- Interactive map of Tigranakert
- Cultures: Armenian
- Location: Unidentified, most likely along the Vanandchay river
- Region: Armenian Highlands

History
- Built: 1st century BCE
- Built by: Tigranes the Great

= Tigranakert (Nakhchivan) =

Ancient Armenian city

Tigranakert (Տիգրանակերտ) or Tigranavan (Տիգրանավան) was an ancient Armenian city founded by Tigranes the Great, King of Armenia in the 1st century BCE. It was one of four cities established by Tigranes the Great which carry his name.
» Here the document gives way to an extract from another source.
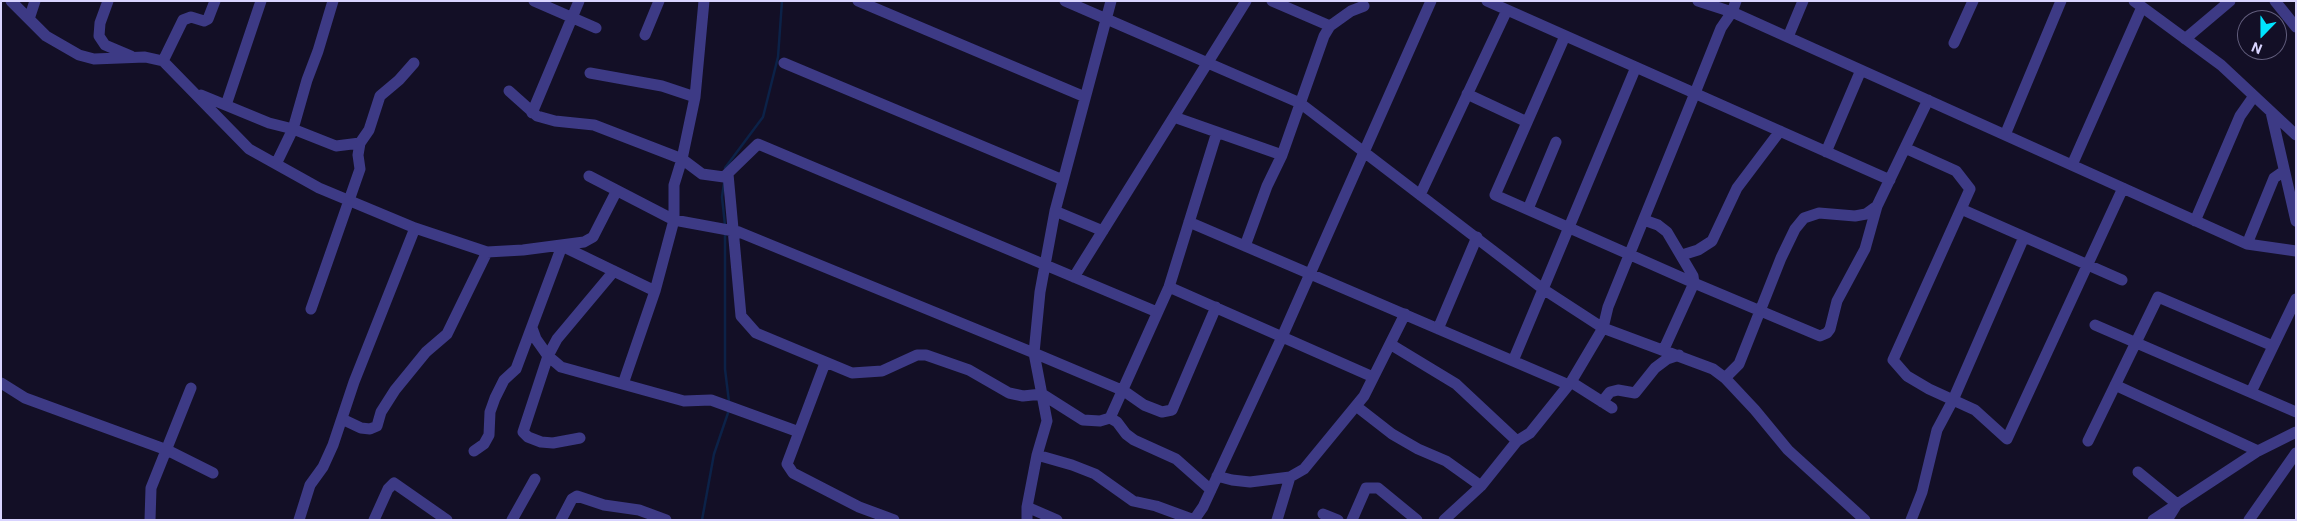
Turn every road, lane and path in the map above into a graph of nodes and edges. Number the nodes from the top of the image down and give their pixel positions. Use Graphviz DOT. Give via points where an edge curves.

The one at Nakhchivan is said to have served as a residence for Tigranes' sister, Tigranuhi.

==Etymology==

The name Tigranakert consists of the name of Tigranes the Great with the Armenian suffix -kert, meaning “made by”. Therefore, the literal translation of the city name is “Made by Tigran.” Additionally, the name Tigranavan comes from the same origin but instead uses the Armenian suffix -avan, meaning town.

==History==

The location of Tigranakert of Nakhchivan has not yet been identified yet, but Suren Yeremian places its approximate location along the Vanandchay river, north of Dəstə. Movses Khorenatsi writes about this in his book titled The History of Armenia, that "... (Tigran) sends his sister Tigranuhi to Armenia as a king and in large numbers, the settlement that Tigranes built in his name, that is, Tigranakert, the provinces call for his service to put in. And the aristocratic class called the Vosta of those parts says that it originated from this generation, as if it were a royal generation."

Later, this settlement has been mentioned as a city since the 1st century, during the invasions of the Roman general Corbulo on the city of Artashat, due to the resistance organized by the Armenians.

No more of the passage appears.